## WHAT THE EXERCISE ASKS
The output should be every line below, retyped exactly, with no images.

--- SOURCE INFORMATION Enclosed Below ---

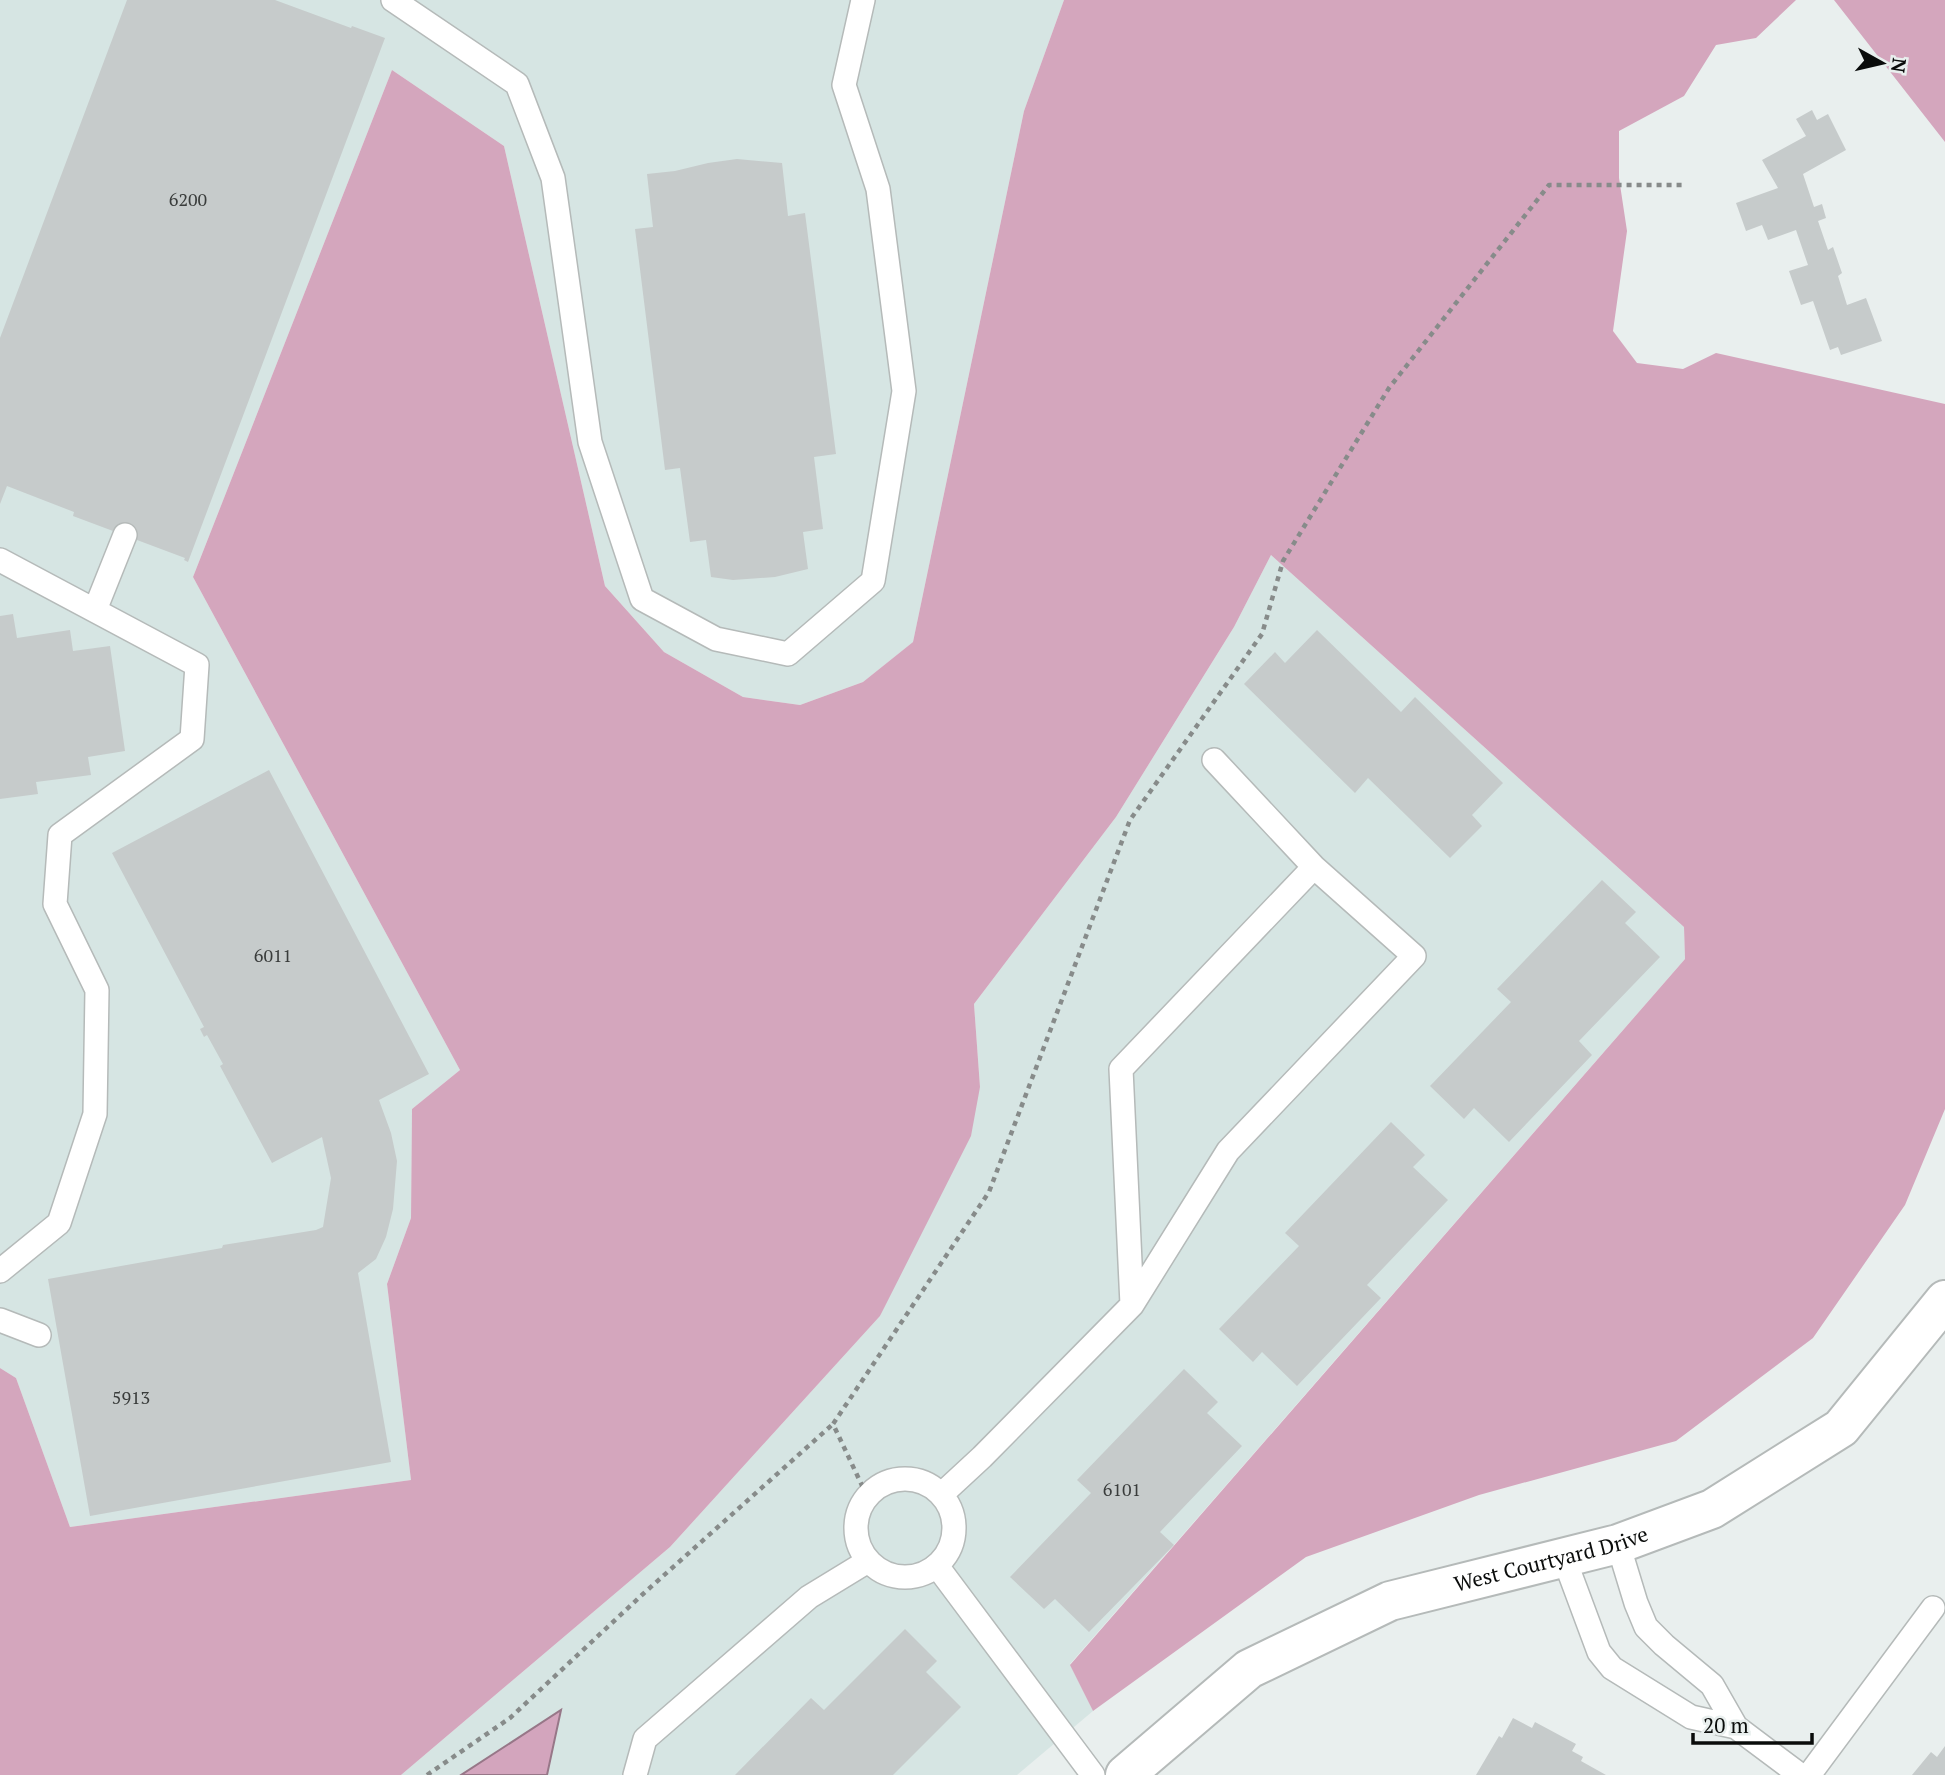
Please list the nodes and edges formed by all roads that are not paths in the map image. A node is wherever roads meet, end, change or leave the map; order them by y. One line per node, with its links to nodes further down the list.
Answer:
1 (393, 0): 2 (lane)
2 (863, 0)
3 (125, 535): 5 (lane)
4 (0, 560): 5 (lane)
5 (94, 610): 8 (lane)
6 (1214, 760): 7 (lane)
7 (1314, 867): 10 (lane); 10 (lane)
8 (0, 1271)
9 (1945, 1300): 14 (street, West Courtyard Drive)
10 (1132, 1304): 13 (lane)
11 (0, 1320): 12 (lane)
12 (39, 1335)
13 (942, 1494): 16 (lane); 17 (lane)
14 (1618, 1544): 15 (street, West Courtyard Drive); 19 (lane)
15 (1564, 1558): 19 (lane); 22 (street, West Courtyard Drive)
16 (868, 1561): 17 (lane); 20 (lane)
17 (937, 1566): 21 (lane)
18 (1933, 1608): 24 (lane)
19 (1736, 1727): 23 (lane)
20 (635, 1775)
21 (1093, 1775)
22 (1125, 1775)
23 (1800, 1775)
24 (1809, 1775)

--- End of Enclosed SOURCE INFORMATION ---

## SOLUTION BELOW
Please list the nodes and edges formed by all roads that are not paths in the map image. A node is wherever roads meet, end, change or leave the map; order them by y. One line per node, with its links to nodes further down the list.
Answer:
1 (393, 0): 2 (lane)
2 (863, 0)
3 (125, 535): 5 (lane)
4 (0, 560): 5 (lane)
5 (94, 610): 8 (lane)
6 (1214, 760): 7 (lane)
7 (1314, 867): 10 (lane); 10 (lane)
8 (0, 1271)
9 (1945, 1300): 14 (street, West Courtyard Drive)
10 (1132, 1304): 13 (lane)
11 (0, 1320): 12 (lane)
12 (39, 1335)
13 (942, 1494): 16 (lane); 17 (lane)
14 (1618, 1544): 15 (street, West Courtyard Drive); 19 (lane)
15 (1564, 1558): 19 (lane); 22 (street, West Courtyard Drive)
16 (868, 1561): 17 (lane); 20 (lane)
17 (937, 1566): 21 (lane)
18 (1933, 1608): 24 (lane)
19 (1736, 1727): 23 (lane)
20 (635, 1775)
21 (1093, 1775)
22 (1125, 1775)
23 (1800, 1775)
24 (1809, 1775)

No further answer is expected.